Keypoint coordinate data
=== Begin Enclosure ===
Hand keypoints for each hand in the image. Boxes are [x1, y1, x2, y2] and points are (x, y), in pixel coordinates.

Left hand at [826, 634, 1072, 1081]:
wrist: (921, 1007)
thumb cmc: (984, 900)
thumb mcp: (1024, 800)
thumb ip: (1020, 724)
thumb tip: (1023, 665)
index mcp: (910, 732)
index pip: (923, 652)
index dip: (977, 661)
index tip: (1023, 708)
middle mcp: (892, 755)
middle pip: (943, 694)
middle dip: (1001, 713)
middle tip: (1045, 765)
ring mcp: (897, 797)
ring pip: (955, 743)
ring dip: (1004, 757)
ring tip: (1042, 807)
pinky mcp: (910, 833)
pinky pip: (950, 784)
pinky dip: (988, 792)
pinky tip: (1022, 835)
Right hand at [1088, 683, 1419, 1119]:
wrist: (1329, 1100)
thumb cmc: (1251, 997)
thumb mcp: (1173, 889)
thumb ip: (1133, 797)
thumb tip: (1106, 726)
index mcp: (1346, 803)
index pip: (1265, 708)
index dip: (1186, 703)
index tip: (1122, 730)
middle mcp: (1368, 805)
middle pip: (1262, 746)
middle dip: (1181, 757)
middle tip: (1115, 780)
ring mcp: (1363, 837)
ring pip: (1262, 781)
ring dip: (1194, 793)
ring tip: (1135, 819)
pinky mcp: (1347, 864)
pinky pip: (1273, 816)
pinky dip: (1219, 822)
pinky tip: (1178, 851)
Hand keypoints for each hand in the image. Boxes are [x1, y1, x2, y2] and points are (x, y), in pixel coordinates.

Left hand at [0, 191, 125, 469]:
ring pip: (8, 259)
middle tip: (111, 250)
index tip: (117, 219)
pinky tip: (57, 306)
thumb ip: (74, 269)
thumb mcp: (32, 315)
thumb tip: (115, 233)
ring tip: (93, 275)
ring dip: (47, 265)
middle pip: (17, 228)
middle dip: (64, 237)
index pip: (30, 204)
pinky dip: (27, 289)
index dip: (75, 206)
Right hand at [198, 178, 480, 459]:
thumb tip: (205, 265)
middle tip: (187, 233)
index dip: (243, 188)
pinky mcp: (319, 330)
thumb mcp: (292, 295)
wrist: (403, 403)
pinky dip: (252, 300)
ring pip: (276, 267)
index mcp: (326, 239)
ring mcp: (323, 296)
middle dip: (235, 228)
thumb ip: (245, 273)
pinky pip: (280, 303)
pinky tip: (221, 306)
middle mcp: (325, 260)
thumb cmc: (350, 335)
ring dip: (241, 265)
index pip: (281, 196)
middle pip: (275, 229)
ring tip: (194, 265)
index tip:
=== End Enclosure ===
■ Problem details
Please write out the lines that run from the one with "index mcp: (326, 239)" to the end of the records, both included, exactly as they appear.

■ Exercise answer
index mcp: (326, 239)
ring mcp: (323, 296)
middle dip: (235, 228)
thumb ip: (245, 273)
pinky pip: (280, 303)
pinky tip: (221, 306)
middle mcp: (325, 260)
thumb cmc: (350, 335)
ring dip: (241, 265)
index pip: (281, 196)
middle pip: (275, 229)
ring tip: (194, 265)
index tip:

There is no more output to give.